Beth Mellen Harrison of the Public Justice Center, who filed an amicus brief in the matter, was also glad that the Finder’s Fee Law was allowed to remain in place. She said that while there are a number of state statutes regulating lenders, this law is one of the few protecting consumers from mortgage brokers.

“Mortgage brokers can take advantage by encouraging consumers to refinance loans repeatedly in a short period of time,” collecting a fee each time, she said. “The statute takes out the incentive for refinancing where it wouldn’t benefit the consumer.”

Savings First brokered one refinancing for Sweeney on her Frederick County residence in August 2000 and another in July 2001, receiving fees of $8,427 and $10,788, respectively. The lenders were First Union National Bank of Delaware and Texas-based Concorde Acceptance Corporation.

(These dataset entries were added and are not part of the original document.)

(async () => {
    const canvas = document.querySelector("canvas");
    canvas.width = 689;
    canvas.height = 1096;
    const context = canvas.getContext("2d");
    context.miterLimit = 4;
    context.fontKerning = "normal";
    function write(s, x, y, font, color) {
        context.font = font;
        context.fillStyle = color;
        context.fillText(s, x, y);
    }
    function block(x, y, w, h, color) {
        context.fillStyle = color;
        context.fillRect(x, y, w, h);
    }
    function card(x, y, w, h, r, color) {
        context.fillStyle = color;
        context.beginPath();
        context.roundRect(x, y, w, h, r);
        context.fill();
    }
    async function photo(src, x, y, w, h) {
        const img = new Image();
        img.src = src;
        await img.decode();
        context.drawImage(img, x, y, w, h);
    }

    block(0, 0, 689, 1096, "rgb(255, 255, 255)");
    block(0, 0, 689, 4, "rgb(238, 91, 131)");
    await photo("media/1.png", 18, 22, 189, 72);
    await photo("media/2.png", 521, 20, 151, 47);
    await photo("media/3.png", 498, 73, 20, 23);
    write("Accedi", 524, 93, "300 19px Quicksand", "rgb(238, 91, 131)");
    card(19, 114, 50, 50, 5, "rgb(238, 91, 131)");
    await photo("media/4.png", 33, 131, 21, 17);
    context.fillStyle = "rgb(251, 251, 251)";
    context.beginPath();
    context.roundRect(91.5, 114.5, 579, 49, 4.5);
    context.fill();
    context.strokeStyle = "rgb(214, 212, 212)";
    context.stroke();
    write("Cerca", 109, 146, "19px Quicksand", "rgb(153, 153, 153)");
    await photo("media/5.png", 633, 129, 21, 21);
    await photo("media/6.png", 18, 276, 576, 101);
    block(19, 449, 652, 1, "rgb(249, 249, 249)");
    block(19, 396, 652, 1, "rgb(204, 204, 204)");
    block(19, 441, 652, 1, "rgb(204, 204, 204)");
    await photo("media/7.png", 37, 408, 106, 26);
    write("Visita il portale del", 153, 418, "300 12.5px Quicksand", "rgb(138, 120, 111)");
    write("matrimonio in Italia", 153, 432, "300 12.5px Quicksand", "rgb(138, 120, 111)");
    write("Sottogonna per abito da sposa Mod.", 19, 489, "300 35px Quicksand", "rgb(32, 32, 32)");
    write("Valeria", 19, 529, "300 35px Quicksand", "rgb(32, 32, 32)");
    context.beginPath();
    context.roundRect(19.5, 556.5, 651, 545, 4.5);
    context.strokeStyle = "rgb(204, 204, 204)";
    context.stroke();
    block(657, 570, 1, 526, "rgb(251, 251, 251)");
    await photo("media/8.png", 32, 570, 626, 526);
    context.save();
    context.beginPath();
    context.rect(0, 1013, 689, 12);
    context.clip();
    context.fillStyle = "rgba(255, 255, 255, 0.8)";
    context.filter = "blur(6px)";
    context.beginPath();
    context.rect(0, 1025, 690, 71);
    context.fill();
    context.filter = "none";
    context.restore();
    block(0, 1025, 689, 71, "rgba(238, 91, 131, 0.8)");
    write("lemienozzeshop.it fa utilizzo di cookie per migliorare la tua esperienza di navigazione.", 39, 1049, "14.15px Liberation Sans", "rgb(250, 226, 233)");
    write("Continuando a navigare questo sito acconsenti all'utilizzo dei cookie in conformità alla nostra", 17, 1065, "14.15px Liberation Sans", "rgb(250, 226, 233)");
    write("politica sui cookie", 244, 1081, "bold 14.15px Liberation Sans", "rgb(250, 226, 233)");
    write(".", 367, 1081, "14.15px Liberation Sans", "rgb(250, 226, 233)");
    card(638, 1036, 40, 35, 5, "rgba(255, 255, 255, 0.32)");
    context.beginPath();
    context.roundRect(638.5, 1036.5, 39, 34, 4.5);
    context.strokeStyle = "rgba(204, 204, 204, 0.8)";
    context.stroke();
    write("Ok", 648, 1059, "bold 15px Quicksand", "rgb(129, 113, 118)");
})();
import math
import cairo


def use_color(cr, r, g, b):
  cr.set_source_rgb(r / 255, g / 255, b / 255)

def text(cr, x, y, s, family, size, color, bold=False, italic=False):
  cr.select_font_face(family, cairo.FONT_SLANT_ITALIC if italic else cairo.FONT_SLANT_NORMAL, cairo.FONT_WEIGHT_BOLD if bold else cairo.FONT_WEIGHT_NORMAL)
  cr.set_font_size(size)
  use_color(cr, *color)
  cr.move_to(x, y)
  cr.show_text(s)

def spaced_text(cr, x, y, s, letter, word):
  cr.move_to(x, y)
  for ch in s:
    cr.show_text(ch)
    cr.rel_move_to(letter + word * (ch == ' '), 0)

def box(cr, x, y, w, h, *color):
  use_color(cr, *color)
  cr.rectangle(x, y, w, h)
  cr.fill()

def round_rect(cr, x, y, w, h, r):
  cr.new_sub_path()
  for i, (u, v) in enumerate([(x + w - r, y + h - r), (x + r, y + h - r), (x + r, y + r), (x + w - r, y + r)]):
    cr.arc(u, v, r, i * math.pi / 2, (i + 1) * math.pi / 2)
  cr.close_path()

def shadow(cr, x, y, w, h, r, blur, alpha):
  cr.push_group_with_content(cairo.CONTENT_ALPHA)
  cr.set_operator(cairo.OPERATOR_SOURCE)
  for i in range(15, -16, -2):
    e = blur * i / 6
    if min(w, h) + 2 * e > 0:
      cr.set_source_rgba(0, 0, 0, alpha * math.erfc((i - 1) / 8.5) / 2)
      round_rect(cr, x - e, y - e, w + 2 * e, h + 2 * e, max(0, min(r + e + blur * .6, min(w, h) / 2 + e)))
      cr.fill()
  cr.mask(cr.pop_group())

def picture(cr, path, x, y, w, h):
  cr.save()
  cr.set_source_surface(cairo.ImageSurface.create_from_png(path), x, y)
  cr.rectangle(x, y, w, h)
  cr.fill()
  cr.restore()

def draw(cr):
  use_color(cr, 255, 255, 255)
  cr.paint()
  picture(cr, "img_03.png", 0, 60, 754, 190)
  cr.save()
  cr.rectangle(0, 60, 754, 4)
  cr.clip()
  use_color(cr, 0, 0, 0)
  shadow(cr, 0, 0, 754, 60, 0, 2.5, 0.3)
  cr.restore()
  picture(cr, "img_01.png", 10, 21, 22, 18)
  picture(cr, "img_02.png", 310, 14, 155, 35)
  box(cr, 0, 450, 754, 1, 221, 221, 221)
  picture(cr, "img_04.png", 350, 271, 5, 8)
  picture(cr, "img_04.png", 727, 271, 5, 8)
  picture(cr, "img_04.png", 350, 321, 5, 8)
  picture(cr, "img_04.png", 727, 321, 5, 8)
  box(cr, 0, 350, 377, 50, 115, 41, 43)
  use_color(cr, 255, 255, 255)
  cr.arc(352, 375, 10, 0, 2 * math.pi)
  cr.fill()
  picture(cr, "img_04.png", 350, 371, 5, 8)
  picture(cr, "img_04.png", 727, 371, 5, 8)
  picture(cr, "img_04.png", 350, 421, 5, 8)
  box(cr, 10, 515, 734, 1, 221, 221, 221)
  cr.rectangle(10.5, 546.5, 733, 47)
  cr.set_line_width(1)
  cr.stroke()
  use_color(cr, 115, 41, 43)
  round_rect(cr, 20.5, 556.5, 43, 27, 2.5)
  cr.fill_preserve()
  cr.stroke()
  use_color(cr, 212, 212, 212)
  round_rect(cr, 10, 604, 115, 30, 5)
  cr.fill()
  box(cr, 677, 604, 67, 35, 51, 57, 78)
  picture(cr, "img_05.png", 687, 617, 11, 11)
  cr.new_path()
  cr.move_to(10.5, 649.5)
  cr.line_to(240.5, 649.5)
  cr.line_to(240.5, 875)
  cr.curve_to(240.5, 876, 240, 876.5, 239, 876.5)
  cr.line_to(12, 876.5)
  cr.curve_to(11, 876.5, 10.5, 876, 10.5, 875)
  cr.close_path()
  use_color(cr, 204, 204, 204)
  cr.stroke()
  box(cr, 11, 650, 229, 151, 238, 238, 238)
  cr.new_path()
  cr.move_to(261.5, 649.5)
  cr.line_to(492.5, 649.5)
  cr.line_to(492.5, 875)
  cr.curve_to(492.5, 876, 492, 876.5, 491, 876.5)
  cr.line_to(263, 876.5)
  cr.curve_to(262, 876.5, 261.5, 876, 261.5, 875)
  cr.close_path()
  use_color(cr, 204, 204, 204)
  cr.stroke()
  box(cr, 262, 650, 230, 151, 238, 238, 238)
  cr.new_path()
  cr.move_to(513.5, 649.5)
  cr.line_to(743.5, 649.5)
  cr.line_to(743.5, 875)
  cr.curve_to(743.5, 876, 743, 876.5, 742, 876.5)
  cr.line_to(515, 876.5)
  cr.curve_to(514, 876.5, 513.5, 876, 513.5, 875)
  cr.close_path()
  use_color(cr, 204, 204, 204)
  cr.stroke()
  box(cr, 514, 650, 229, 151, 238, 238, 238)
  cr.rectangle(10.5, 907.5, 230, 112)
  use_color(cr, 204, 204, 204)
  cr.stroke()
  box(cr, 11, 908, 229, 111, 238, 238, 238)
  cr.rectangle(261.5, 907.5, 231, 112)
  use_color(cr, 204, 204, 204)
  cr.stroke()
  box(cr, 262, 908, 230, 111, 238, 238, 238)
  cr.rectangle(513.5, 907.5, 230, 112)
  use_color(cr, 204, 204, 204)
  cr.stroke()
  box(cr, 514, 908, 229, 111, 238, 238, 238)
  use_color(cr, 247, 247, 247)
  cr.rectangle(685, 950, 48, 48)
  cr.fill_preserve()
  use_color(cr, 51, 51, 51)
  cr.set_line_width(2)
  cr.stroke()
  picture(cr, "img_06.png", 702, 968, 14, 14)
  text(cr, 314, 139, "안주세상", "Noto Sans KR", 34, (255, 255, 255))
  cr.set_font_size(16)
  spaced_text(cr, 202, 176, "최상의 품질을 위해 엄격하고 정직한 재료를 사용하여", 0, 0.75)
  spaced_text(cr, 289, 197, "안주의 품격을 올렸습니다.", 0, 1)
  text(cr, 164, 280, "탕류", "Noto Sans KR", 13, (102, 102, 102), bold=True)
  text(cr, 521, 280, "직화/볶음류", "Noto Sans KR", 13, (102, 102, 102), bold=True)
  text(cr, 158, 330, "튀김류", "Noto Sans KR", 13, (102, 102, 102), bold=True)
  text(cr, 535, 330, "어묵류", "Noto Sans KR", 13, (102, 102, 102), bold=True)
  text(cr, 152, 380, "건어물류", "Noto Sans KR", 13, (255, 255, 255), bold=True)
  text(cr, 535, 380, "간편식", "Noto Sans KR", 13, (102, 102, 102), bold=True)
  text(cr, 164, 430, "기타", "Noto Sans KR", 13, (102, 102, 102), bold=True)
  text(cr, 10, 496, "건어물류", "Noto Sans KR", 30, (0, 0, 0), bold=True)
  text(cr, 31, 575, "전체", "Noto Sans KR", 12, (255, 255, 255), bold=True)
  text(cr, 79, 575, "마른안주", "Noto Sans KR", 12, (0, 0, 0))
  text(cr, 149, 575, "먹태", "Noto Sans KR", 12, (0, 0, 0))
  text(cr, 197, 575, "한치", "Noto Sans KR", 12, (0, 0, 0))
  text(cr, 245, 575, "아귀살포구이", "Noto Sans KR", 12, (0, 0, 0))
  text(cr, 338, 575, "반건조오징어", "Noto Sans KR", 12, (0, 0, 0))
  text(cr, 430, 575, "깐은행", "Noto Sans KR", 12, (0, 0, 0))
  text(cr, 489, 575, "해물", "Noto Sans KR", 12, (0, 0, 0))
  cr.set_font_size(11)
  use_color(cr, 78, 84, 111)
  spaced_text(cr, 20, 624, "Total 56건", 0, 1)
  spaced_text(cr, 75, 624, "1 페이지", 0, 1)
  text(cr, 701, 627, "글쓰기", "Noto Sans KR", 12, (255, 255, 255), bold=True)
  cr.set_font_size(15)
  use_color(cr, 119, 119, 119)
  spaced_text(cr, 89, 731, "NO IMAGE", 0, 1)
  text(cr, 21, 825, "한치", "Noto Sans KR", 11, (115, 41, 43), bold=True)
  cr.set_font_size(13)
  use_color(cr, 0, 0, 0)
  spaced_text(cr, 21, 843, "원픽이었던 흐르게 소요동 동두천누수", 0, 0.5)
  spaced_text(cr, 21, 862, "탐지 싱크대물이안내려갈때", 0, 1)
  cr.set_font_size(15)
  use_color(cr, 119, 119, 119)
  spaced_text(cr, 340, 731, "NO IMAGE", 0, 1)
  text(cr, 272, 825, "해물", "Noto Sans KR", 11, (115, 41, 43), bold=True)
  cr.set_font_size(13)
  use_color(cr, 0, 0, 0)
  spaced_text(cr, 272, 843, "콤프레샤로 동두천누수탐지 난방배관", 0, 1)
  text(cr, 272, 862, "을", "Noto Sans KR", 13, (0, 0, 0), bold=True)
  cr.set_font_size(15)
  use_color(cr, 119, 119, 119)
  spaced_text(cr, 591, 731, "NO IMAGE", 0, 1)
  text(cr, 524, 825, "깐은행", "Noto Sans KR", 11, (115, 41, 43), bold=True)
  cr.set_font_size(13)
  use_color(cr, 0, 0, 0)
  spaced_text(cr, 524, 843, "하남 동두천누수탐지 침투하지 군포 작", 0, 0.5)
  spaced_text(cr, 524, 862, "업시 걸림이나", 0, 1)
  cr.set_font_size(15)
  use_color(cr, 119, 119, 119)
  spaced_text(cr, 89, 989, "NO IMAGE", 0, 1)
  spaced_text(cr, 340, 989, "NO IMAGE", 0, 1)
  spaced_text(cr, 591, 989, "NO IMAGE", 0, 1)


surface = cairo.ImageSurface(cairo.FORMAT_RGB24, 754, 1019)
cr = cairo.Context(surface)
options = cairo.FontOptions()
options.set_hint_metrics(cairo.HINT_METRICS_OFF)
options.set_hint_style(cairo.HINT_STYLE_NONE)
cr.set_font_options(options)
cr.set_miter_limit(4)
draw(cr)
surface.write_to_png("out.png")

The state law provides that a mortgage broker may charge a finder’s fee of up to 8 percent on any loan and, in the case of a subsequent loan on the same property within two years, may charge a fee only on the amount that the subsequent loan exceeds the initial loan.

Sweeney sued in March 2004, contending that under state law, the maximum fee for the second loan was $1,452, or 8 percent of $18,150 (the first loan was for $140,250; the second, $158,400).

Savings First filed a motion to dismiss, alleging that the statute was pre-empted by federal law, which prohibits a state from limiting the rate or amount of interest, discount points, finance charges or other charges applying to qualifying mortgages. The circuit court agreed.

But in yesterday’s opinion — taking the case before proceedings in the intermediate appellate court — the Court of Appeals reversed.

The court agreed with Sweeney that the federal law, referred to in the opinion as DIDMCA, was intended by Congress to protect lender/creditors, not mortgage brokers, from state regulation. It refused to find that a broker was a lender or creditor within the purview of that law.

DIDMCA, the court noted, was enacted to keep states from restricting interest rates to below-market levels at a time when interest rates were skyrocketing — the late 1970s and early 1980s. Such state restrictions created a lack of available mortgage funds.
“The proper interpretation of the DIDMCA’s preemption provision is to offer immunity from state regulation to lenders in order to promote a national housing policy, not to offer the same protections to any party to a transaction to which a qualified lender is also party,” Judge Glenn T. Harrell Jr. wrote for the court. “Mortgage brokers are outside the reach that Congress intended for the federal statute.”

Counsel for Savings First Mortgage was unavailable for comment yesterday.